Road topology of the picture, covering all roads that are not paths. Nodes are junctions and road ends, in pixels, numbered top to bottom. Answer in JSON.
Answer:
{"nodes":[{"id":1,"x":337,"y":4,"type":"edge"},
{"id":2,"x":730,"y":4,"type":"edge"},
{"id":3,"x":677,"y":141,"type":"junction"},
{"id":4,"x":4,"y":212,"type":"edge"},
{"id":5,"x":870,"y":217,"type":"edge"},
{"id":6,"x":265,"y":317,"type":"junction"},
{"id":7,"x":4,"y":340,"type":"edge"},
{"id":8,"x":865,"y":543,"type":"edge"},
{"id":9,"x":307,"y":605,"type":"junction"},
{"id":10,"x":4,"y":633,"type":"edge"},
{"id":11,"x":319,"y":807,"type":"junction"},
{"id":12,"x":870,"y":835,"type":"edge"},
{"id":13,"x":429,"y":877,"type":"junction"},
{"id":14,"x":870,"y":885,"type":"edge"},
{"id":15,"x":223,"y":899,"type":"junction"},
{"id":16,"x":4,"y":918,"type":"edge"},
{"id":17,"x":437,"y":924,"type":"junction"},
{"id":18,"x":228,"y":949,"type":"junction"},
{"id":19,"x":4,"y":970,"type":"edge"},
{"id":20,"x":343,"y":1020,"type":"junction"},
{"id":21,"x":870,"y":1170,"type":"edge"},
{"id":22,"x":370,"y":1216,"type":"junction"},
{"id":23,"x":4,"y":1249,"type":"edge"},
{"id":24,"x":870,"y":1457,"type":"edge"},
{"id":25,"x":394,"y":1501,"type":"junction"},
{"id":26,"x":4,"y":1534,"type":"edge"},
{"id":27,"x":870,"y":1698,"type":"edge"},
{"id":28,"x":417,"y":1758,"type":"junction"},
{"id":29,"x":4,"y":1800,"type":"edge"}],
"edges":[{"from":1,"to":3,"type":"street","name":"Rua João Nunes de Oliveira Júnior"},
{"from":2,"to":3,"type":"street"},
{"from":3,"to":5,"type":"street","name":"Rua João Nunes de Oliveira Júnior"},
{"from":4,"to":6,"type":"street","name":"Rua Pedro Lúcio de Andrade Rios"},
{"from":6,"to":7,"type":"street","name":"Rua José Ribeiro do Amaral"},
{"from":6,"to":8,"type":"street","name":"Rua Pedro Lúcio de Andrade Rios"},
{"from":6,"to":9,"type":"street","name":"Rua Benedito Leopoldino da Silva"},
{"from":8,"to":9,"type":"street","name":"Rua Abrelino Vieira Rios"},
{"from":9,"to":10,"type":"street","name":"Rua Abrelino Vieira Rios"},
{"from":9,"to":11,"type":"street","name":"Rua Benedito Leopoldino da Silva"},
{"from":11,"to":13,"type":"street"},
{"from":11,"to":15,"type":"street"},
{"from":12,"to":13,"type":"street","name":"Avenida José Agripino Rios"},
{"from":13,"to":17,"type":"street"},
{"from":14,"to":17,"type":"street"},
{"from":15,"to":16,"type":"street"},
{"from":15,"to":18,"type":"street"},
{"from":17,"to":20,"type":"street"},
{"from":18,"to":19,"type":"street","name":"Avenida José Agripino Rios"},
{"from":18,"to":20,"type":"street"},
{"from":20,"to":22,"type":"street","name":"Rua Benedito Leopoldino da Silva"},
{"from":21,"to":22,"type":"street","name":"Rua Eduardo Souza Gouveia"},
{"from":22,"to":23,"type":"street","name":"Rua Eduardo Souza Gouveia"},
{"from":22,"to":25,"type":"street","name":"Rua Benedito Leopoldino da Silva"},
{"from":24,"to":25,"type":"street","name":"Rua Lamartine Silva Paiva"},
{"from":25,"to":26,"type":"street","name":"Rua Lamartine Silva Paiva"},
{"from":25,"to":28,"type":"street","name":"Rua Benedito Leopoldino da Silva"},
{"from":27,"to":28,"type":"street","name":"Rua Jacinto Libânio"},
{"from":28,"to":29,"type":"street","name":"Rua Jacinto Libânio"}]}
^^^^^^^^
_What you have to do_
Return the lines of the listing where the string "Lúcio" appears.

_Worked solution_
{"from":4,"to":6,"type":"street","name":"Rua Pedro Lúcio de Andrade Rios"},
{"from":6,"to":8,"type":"street","name":"Rua Pedro Lúcio de Andrade Rios"},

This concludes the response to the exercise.